Die Entwicklung der Zähne

Die Entwicklung der Zähne beginnt bereits beim 4-5 Wochen alten Embryo. Dabei werden für den Milchzahn und den bleibenden Zahn getrennte Zahnanlagen ausgebildet. Die Milchzähne bilden den Kauapparat der Jungtiere und dienen als Platzhalter für die später durchbrechenden bleibenden Zähne. In der 3.-6. Lebenswoche findet der Zahndurchbruch statt. Hunde besitzen 28 Milchzähne, die später durch 42 bleibende ersetzt werden.
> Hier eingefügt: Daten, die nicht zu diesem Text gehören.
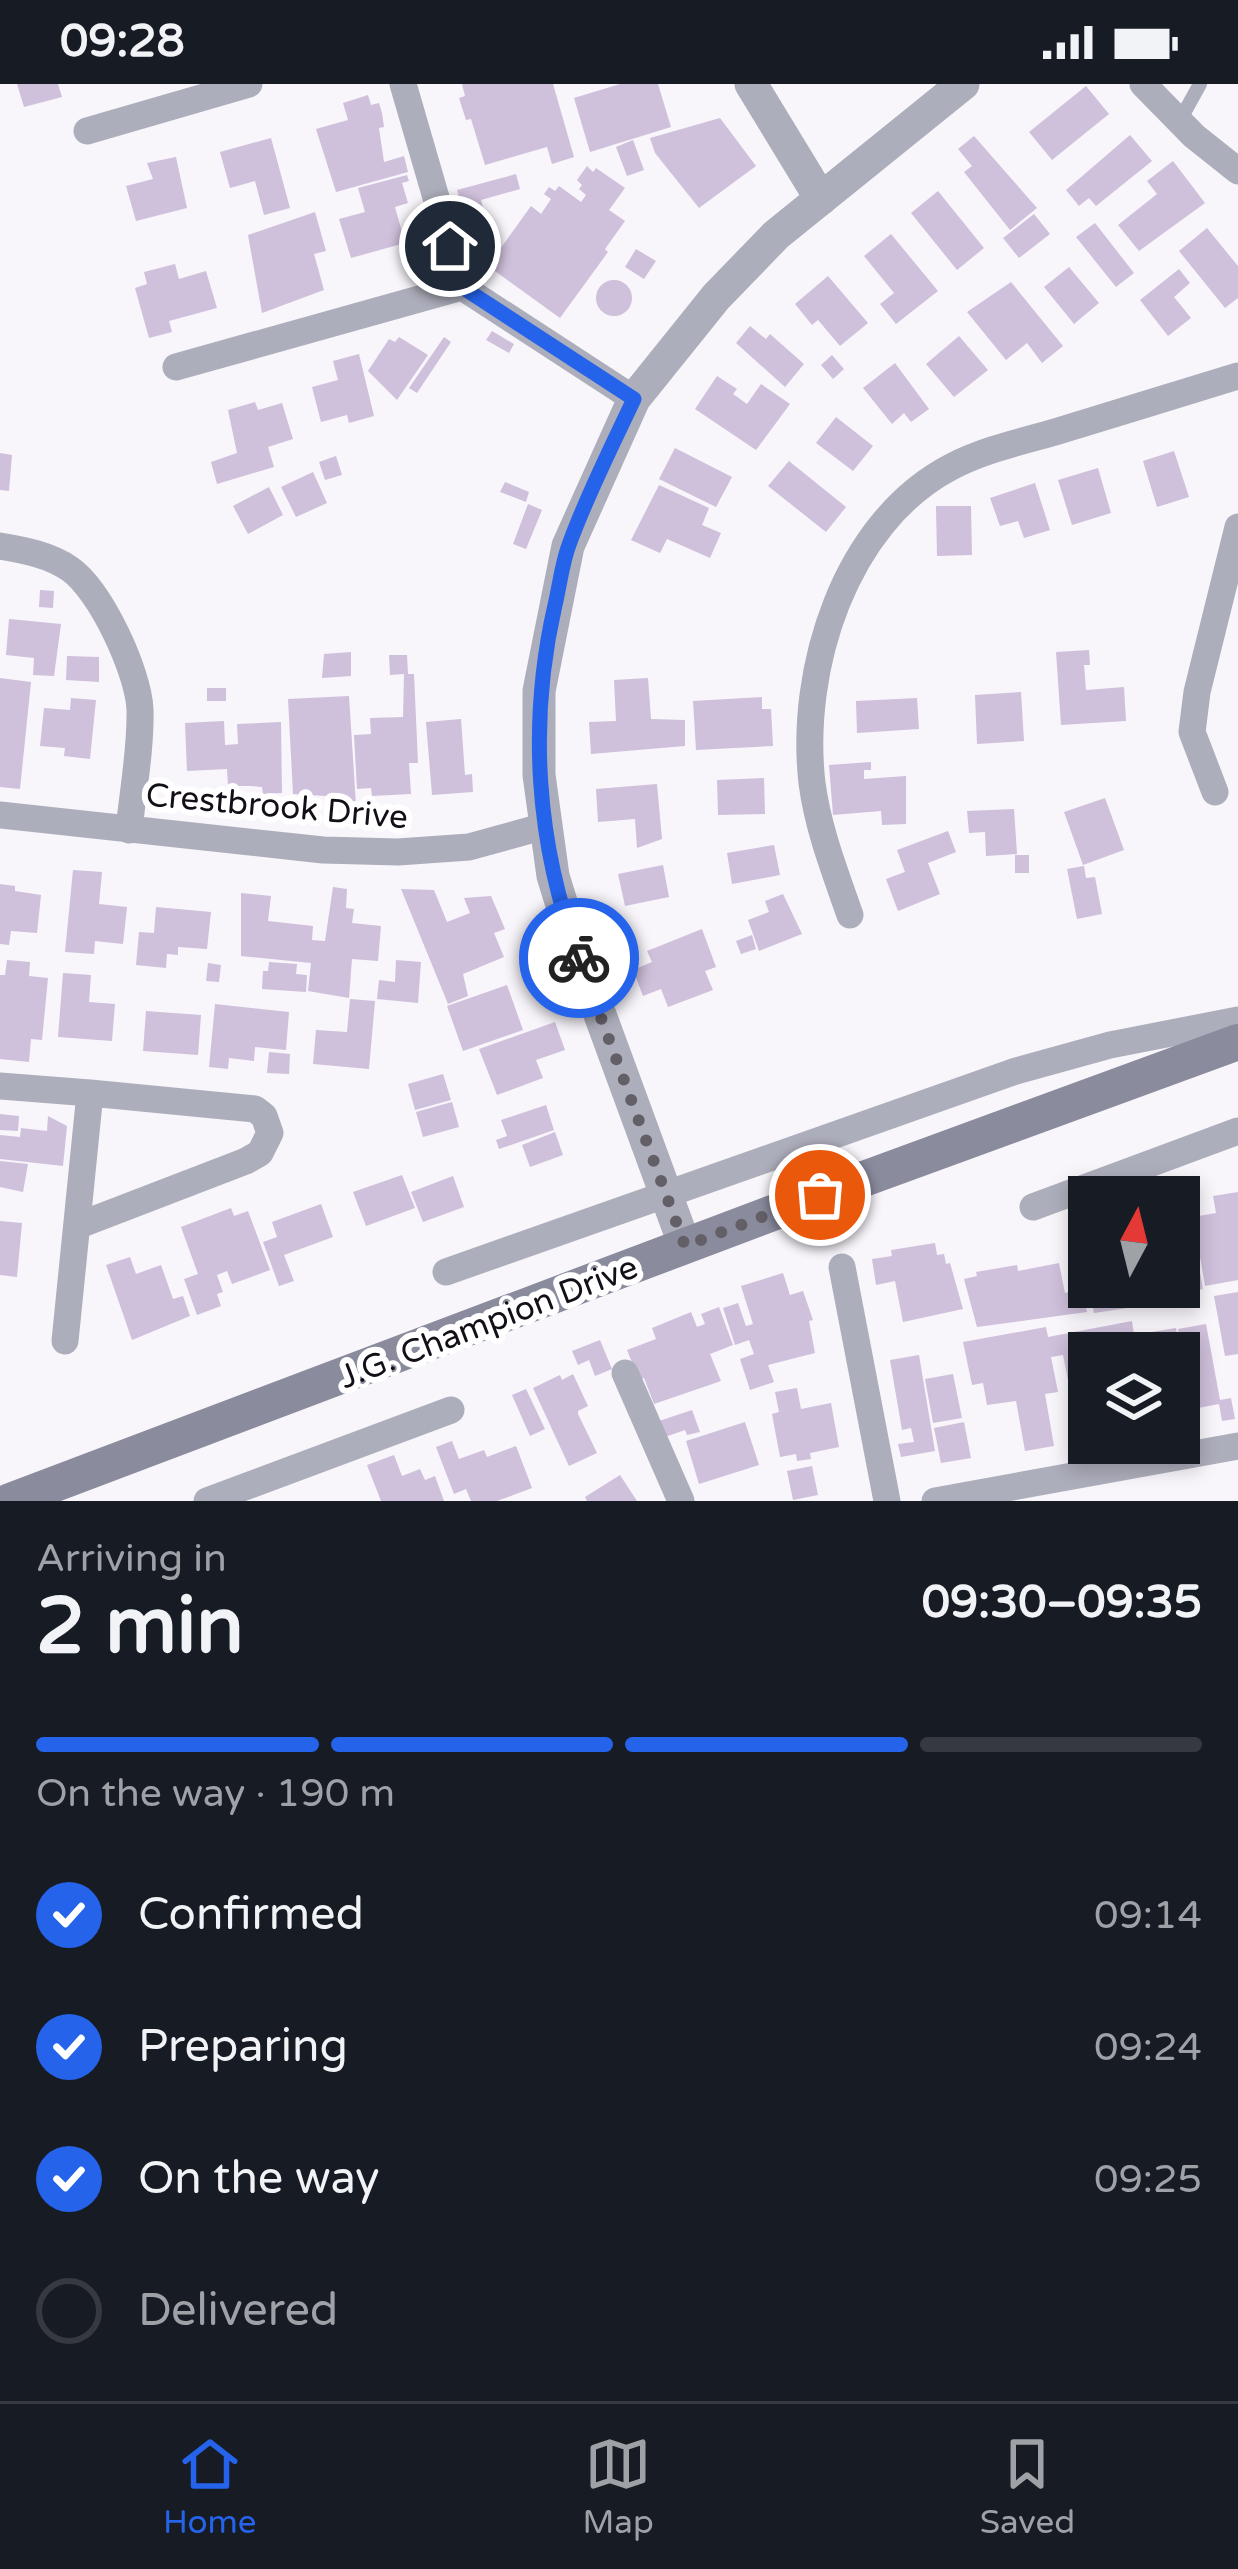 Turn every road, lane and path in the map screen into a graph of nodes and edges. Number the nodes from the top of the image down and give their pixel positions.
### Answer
1 (249, 84) edge
2 (403, 84) edge
3 (752, 84) edge
4 (963, 84) edge
5 (1143, 84) edge
6 (1200, 84) edge
7 (1179, 122) junction
8 (87, 131) dead end
9 (1238, 171) edge
10 (821, 199) junction
11 (462, 287) junction
12 (176, 367) dead end
13 (1238, 376) edge
14 (634, 399) junction
15 (1238, 527) edge
16 (0, 546) edge
17 (1215, 792) dead end
18 (0, 815) edge
19 (545, 826) junction
20 (129, 830) junction
21 (850, 915) dead end
22 (1238, 1020) edge
23 (1238, 1042) edge
24 (0, 1086) edge
25 (90, 1093) junction
26 (1238, 1131) edge
27 (667, 1196) junction
28 (1033, 1207) dead end
29 (77, 1226) junction
30 (685, 1246) junction
31 (842, 1267) dead end
32 (446, 1272) dead end
33 (65, 1341) dead end
34 (625, 1373) dead end
35 (452, 1410) dead end
36 (1238, 1446) edge
37 (1020, 1494) edge
38 (10, 1501) edge
39 (207, 1501) edge
40 (681, 1501) edge
41 (887, 1501) edge
42 (935, 1501) edge

1 - 8 street
2 - 11 street
3 - 10 street
4 - 10 street
5 - 7 street
6 - 7 lane
7 - 9 street
10 - 14 street
11 - 12 street
11 - 14 street
13 - 21 street
14 - 19 street
15 - 17 street
16 - 20 street
18 - 20 street, Crestbrook Drive
19 - 20 street, Crestbrook Drive
19 - 27 street
22 - 27 street, J.G. Champion Drive
23 - 30 main road, J.G. Champion Drive
24 - 25 street
25 - 29 street
25 - 29 street
26 - 28 street
27 - 30 street
27 - 32 street, J.G. Champion Drive
29 - 33 street
30 - 38 main road, J.G. Champion Drive
31 - 41 street
34 - 40 street
35 - 39 street
36 - 37 street
37 - 42 street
Der Hund hat zwei Zahngenerationen

Die bleibende Zahngeneration stößt in der Regel gerade unterhalb der Milchzähne durch, wobei sie deren Wurzel auflöst. Am Schluss muss nur noch die Krone der Milchzähne ausfallen. Schneidezähne (Incisivi), Eckzähne (Canini) und vordere Backenzähne (Prämolaren) wechseln regulär. Die hinteren Backenzähne (Molaren) und der erste Prämolar (P1) haben nur eine Generation und stoßen als bleibende Zähne. Der Wechsel der Milch- zu den bleibenden Zähnen erfolgt zwischen dem 3. und 7. Lebensmonat.

Für das Zustandekommen einer normalen Okklusion müssen neben den Zähnen auch die Kaumuskulatur und das Kiefergelenk optimal funktionieren und die Kiefer korrekt geformt sein.

Vererblichkeit führt zum Ausschluss aus der Zucht

Hunde, bei denen funktionell bedeutende Zähne nicht ausgebildet sind, sollten von der Zucht ausgeschlossen werden, denn das Tolerieren von weniger als 42 Zähnen bedeutet oft, dass sich der Schädel verkürzt hat und Atemprobleme zunehmen. Die Nichtanlage von P1 hat eine Vererblichkeit von 41 %. Bei anderen Zähnen und bei der Polyodontie sind keine Zahlen bekannt.

Weimaraner Eywa mit gesunden Zähnen
Weimaraner Eywa mit gesunden Kauapparat

Grundsätze

  • (1) Kieferanomalien sind klinisch bedeutsamer als einzelne Zahnfehler
  • (2) Kieferanomalien sind hoch vererblich
  • (3) Unterkieferverkürzungen resultieren meist in schwerwiegenden Problemen
  • (4) Die Vererblichkeit von Zahnwechselfehlern ist zur Zeit nicht nachgewiesen
  • (5) Kurzköpfigkeit und fehlende Prämolare resp. Molare haben einen direkten Zusammenhang

Empfehlungen für die Rasseclu

  • (1) Nur Scherengebiss zulassen.
  • (2) Unterkiefereckzahn muss vor Oberkiefereckzahn sein und in die Lücke zwischen den 3. Schneidezahn und den Eckzahn passen.
  • (3) Beim Hund müssen alle 42 Zähne vorhanden sein.
  • (4) Bei sehr schmaler Zuchtbasis können für eine befristete Zeit alle vier P1 fehlen.
  • (5) Bei den brachycephalen Rassen kann von den Empfehlungen abgewichen werden, sofern die Richtlinien periodisch angepasst und verschärft werden.